TASK BRIEF: All the records below must be returned exactly as they stand.

◆ ◆ ◆ ◆ ◆

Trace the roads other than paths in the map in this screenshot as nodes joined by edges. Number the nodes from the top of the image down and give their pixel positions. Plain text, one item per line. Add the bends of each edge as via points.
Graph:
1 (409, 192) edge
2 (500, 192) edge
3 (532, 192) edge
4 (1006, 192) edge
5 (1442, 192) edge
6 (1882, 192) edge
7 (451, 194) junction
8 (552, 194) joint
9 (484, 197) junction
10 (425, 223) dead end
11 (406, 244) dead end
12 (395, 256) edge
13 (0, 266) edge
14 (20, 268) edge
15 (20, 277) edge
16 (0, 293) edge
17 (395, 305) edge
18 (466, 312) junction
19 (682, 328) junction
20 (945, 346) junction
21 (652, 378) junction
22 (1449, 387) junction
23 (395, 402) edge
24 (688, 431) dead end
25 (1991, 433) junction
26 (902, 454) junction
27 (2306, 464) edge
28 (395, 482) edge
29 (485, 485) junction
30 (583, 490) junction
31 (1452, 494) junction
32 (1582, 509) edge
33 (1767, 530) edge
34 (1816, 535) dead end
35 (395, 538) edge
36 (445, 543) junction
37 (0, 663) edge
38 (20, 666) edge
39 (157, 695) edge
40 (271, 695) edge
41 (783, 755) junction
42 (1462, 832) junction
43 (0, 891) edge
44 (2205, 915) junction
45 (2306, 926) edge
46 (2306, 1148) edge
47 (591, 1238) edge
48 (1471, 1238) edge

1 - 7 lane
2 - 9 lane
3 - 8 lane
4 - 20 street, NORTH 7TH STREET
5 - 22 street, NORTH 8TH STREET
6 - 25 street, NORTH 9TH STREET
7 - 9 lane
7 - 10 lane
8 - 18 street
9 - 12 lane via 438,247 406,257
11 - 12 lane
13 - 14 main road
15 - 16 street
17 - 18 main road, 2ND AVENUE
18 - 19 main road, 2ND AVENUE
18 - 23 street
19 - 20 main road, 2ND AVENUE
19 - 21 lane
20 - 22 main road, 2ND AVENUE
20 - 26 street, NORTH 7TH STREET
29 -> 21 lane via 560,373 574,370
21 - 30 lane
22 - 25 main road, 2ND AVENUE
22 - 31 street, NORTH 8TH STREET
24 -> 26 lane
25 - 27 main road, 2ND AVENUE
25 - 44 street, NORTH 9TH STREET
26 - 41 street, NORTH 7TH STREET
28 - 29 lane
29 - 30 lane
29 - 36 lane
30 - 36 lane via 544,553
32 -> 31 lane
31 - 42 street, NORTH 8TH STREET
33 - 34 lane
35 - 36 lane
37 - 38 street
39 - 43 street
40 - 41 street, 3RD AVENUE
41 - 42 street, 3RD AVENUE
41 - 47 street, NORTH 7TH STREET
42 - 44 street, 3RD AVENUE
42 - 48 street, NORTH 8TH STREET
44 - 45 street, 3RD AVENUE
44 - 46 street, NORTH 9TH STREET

◆ ◆ ◆ ◆ ◆

PROBLEM SOLUTION:
Trace the roads other than paths in the map in this screenshot as nodes joined by edges. Number the nodes from the top of the image down and give their pixel positions. Plain text, one item per line. Add the bends of each edge as via points.
Graph:
1 (409, 192) edge
2 (500, 192) edge
3 (532, 192) edge
4 (1006, 192) edge
5 (1442, 192) edge
6 (1882, 192) edge
7 (451, 194) junction
8 (552, 194) joint
9 (484, 197) junction
10 (425, 223) dead end
11 (406, 244) dead end
12 (395, 256) edge
13 (0, 266) edge
14 (20, 268) edge
15 (20, 277) edge
16 (0, 293) edge
17 (395, 305) edge
18 (466, 312) junction
19 (682, 328) junction
20 (945, 346) junction
21 (652, 378) junction
22 (1449, 387) junction
23 (395, 402) edge
24 (688, 431) dead end
25 (1991, 433) junction
26 (902, 454) junction
27 (2306, 464) edge
28 (395, 482) edge
29 (485, 485) junction
30 (583, 490) junction
31 (1452, 494) junction
32 (1582, 509) edge
33 (1767, 530) edge
34 (1816, 535) dead end
35 (395, 538) edge
36 (445, 543) junction
37 (0, 663) edge
38 (20, 666) edge
39 (157, 695) edge
40 (271, 695) edge
41 (783, 755) junction
42 (1462, 832) junction
43 (0, 891) edge
44 (2205, 915) junction
45 (2306, 926) edge
46 (2306, 1148) edge
47 (591, 1238) edge
48 (1471, 1238) edge

1 - 7 lane
2 - 9 lane
3 - 8 lane
4 - 20 street, NORTH 7TH STREET
5 - 22 street, NORTH 8TH STREET
6 - 25 street, NORTH 9TH STREET
7 - 9 lane
7 - 10 lane
8 - 18 street
9 - 12 lane via 438,247 406,257
11 - 12 lane
13 - 14 main road
15 - 16 street
17 - 18 main road, 2ND AVENUE
18 - 19 main road, 2ND AVENUE
18 - 23 street
19 - 20 main road, 2ND AVENUE
19 - 21 lane
20 - 22 main road, 2ND AVENUE
20 - 26 street, NORTH 7TH STREET
29 -> 21 lane via 560,373 574,370
21 - 30 lane
22 - 25 main road, 2ND AVENUE
22 - 31 street, NORTH 8TH STREET
24 -> 26 lane
25 - 27 main road, 2ND AVENUE
25 - 44 street, NORTH 9TH STREET
26 - 41 street, NORTH 7TH STREET
28 - 29 lane
29 - 30 lane
29 - 36 lane
30 - 36 lane via 544,553
32 -> 31 lane
31 - 42 street, NORTH 8TH STREET
33 - 34 lane
35 - 36 lane
37 - 38 street
39 - 43 street
40 - 41 street, 3RD AVENUE
41 - 42 street, 3RD AVENUE
41 - 47 street, NORTH 7TH STREET
42 - 44 street, 3RD AVENUE
42 - 48 street, NORTH 8TH STREET
44 - 45 street, 3RD AVENUE
44 - 46 street, NORTH 9TH STREET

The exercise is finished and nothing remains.